Segment Start: Given data

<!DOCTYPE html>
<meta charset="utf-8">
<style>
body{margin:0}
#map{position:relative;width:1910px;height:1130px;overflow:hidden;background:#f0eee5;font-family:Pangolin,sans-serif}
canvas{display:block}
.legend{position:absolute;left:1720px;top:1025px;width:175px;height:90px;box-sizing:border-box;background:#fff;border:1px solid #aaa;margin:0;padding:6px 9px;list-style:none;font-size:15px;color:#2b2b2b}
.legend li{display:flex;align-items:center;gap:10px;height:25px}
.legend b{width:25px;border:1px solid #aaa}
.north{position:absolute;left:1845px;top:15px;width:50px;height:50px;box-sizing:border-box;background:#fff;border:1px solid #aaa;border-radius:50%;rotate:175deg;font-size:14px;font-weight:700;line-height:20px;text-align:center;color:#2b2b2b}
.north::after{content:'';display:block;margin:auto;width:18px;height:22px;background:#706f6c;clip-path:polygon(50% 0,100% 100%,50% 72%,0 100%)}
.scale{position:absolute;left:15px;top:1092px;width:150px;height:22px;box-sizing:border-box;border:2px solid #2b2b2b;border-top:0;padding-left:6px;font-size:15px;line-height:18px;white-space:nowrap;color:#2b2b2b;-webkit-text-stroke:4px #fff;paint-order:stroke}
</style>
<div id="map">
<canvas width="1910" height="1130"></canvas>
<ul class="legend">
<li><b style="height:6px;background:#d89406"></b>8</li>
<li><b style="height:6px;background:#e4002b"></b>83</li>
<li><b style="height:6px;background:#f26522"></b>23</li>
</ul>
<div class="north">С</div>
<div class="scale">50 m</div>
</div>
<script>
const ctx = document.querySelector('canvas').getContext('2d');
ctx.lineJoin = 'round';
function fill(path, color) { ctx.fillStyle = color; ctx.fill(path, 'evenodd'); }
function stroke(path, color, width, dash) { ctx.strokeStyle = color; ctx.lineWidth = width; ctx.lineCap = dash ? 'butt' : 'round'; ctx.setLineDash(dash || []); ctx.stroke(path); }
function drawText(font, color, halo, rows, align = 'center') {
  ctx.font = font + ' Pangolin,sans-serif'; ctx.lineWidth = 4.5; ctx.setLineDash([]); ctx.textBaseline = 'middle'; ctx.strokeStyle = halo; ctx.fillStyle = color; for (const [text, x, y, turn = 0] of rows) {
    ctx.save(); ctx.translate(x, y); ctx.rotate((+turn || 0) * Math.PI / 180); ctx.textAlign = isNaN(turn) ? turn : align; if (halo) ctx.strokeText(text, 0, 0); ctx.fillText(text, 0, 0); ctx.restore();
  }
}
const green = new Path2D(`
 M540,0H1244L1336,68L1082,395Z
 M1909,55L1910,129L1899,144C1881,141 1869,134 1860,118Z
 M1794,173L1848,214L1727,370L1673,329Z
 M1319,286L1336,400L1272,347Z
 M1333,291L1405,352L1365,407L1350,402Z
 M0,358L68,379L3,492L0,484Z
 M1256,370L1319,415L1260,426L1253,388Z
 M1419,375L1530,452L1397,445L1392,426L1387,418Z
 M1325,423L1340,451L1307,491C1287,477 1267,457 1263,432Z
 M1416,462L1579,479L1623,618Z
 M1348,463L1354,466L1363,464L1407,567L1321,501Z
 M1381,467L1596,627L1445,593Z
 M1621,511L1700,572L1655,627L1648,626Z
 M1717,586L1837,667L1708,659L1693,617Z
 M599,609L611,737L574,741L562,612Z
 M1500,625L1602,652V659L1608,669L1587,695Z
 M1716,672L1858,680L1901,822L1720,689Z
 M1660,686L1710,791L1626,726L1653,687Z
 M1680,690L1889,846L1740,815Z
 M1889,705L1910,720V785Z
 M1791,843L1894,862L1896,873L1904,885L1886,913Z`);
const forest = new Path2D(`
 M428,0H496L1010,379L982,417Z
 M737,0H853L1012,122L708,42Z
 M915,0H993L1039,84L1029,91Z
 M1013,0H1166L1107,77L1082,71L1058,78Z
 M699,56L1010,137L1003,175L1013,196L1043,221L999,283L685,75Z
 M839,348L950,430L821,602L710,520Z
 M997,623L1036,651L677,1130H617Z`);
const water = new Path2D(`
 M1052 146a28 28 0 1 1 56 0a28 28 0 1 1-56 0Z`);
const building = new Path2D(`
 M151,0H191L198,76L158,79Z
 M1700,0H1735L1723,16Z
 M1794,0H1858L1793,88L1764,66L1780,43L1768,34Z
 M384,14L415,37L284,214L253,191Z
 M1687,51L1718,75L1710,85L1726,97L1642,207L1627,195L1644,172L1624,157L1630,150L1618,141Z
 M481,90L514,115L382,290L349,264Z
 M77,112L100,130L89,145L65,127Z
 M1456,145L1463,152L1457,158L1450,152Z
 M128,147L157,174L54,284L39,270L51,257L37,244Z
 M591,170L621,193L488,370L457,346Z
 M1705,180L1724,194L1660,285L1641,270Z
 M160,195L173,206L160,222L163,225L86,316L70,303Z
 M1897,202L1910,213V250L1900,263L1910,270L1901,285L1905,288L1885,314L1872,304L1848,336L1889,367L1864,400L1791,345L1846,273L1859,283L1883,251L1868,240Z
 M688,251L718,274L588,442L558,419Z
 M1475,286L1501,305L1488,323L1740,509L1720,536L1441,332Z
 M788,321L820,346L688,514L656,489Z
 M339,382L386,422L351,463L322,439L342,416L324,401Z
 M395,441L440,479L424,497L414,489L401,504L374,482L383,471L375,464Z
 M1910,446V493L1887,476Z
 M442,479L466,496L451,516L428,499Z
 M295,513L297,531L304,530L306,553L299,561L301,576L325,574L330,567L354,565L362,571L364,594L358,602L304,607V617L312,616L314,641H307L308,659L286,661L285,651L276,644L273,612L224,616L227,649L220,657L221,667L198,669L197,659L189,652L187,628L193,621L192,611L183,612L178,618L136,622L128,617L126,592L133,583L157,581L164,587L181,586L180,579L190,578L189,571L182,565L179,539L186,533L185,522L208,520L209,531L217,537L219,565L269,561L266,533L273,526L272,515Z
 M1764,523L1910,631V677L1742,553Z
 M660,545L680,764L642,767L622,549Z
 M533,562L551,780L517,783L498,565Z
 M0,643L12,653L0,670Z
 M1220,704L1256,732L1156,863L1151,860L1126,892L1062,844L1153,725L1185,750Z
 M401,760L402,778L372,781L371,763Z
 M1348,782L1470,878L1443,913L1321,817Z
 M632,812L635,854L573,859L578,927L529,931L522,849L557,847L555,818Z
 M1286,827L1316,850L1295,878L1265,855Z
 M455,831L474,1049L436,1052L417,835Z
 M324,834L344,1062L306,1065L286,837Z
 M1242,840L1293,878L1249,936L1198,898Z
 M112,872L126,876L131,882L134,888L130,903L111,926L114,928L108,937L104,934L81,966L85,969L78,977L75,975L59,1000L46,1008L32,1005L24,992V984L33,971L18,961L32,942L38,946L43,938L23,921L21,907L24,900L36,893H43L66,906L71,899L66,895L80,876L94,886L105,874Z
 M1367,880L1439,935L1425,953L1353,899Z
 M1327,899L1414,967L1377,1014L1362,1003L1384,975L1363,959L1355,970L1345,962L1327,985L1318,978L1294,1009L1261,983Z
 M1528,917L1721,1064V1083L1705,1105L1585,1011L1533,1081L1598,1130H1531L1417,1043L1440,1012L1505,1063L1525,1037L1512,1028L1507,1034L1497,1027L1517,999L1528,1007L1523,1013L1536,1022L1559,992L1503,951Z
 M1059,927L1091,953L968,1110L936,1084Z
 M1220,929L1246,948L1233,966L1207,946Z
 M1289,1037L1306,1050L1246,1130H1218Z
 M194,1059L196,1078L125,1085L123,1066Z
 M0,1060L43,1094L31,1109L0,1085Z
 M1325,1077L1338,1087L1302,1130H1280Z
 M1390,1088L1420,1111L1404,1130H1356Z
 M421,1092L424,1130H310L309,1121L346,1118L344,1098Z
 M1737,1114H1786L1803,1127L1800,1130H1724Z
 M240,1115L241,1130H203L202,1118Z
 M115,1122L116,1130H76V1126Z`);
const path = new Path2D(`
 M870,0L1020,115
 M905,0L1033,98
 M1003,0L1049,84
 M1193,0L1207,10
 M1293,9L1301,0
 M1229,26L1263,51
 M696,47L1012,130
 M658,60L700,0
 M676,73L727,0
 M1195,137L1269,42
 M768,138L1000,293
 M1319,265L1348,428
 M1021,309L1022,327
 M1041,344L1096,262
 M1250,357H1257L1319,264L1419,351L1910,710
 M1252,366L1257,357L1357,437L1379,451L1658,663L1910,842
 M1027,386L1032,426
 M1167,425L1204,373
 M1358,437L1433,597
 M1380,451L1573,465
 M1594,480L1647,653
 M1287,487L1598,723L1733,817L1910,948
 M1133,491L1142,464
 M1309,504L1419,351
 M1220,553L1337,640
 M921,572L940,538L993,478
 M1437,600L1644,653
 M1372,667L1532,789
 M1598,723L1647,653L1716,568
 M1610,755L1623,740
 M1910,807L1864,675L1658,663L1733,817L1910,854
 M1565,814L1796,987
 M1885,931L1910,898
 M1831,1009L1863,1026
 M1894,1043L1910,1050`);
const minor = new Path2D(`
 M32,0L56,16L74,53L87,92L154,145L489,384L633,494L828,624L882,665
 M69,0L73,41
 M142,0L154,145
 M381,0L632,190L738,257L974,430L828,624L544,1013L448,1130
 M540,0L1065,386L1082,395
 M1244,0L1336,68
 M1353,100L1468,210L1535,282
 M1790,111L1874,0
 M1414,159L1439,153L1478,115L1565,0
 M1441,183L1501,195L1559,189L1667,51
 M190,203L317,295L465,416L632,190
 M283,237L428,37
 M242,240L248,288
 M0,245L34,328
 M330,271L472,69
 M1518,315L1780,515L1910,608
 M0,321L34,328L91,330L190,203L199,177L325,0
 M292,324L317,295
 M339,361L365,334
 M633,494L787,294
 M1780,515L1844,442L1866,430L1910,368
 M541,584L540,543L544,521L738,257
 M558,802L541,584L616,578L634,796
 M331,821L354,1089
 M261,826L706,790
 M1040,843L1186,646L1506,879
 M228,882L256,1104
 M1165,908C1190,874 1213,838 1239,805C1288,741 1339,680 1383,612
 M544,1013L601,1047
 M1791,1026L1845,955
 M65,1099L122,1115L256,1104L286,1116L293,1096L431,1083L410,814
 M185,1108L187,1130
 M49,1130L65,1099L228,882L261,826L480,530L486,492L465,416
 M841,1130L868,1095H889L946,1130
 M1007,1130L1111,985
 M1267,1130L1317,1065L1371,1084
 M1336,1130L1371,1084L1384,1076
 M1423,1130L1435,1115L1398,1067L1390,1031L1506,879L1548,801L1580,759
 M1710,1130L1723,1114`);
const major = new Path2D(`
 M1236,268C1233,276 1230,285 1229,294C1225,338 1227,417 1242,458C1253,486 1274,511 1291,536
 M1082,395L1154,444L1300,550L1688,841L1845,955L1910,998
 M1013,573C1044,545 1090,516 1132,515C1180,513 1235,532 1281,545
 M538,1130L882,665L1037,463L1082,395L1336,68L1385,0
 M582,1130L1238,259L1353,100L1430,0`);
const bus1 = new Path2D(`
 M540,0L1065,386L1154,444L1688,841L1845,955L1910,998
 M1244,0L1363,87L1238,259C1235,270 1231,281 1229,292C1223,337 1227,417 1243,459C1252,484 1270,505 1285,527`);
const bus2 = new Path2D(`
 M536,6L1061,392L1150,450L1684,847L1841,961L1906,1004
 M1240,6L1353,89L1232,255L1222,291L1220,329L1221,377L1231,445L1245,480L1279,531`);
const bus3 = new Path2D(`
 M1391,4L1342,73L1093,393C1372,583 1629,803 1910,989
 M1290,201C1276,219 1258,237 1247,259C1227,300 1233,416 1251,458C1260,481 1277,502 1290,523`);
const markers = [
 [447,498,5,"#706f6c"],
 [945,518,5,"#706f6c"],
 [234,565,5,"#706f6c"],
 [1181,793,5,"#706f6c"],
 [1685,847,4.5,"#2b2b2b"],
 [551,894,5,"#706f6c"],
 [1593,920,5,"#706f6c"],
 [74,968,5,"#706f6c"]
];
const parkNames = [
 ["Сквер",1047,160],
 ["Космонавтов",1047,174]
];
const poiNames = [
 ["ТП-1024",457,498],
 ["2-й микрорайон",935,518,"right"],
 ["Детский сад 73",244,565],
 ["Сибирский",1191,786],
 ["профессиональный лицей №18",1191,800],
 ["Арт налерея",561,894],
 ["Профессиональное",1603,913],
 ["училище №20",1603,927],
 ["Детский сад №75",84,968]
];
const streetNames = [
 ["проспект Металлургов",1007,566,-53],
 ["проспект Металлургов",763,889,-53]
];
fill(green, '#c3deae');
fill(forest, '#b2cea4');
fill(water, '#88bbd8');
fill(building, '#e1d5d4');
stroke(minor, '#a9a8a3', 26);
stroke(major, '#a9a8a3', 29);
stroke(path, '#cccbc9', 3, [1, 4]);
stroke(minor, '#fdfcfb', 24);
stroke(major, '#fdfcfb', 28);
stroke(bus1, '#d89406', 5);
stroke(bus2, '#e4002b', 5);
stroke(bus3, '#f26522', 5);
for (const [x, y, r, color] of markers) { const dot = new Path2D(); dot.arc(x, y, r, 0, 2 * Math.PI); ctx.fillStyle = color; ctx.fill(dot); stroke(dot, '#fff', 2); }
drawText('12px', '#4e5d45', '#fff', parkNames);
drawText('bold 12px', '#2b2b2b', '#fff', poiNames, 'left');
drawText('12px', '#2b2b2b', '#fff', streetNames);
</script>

Segment End: Given data

| Problem |
Using the entries above, give again exactly the lines from the line holding "M421,1092L424,1130H310L309,1121L346,1118L344,1098Z" through the line holding "M1414,159L1439,153L1478,115L1565,0". Include both end lines and nothing else.

| Answer for this exercise |
 M421,1092L424,1130H310L309,1121L346,1118L344,1098Z
 M1737,1114H1786L1803,1127L1800,1130H1724Z
 M240,1115L241,1130H203L202,1118Z
 M115,1122L116,1130H76V1126Z`);
const path = new Path2D(`
 M870,0L1020,115
 M905,0L1033,98
 M1003,0L1049,84
 M1193,0L1207,10
 M1293,9L1301,0
 M1229,26L1263,51
 M696,47L1012,130
 M658,60L700,0
 M676,73L727,0
 M1195,137L1269,42
 M768,138L1000,293
 M1319,265L1348,428
 M1021,309L1022,327
 M1041,344L1096,262
 M1250,357H1257L1319,264L1419,351L1910,710
 M1252,366L1257,357L1357,437L1379,451L1658,663L1910,842
 M1027,386L1032,426
 M1167,425L1204,373
 M1358,437L1433,597
 M1380,451L1573,465
 M1594,480L1647,653
 M1287,487L1598,723L1733,817L1910,948
 M1133,491L1142,464
 M1309,504L1419,351
 M1220,553L1337,640
 M921,572L940,538L993,478
 M1437,600L1644,653
 M1372,667L1532,789
 M1598,723L1647,653L1716,568
 M1610,755L1623,740
 M1910,807L1864,675L1658,663L1733,817L1910,854
 M1565,814L1796,987
 M1885,931L1910,898
 M1831,1009L1863,1026
 M1894,1043L1910,1050`);
const minor = new Path2D(`
 M32,0L56,16L74,53L87,92L154,145L489,384L633,494L828,624L882,665
 M69,0L73,41
 M142,0L154,145
 M381,0L632,190L738,257L974,430L828,624L544,1013L448,1130
 M540,0L1065,386L1082,395
 M1244,0L1336,68
 M1353,100L1468,210L1535,282
 M1790,111L1874,0
 M1414,159L1439,153L1478,115L1565,0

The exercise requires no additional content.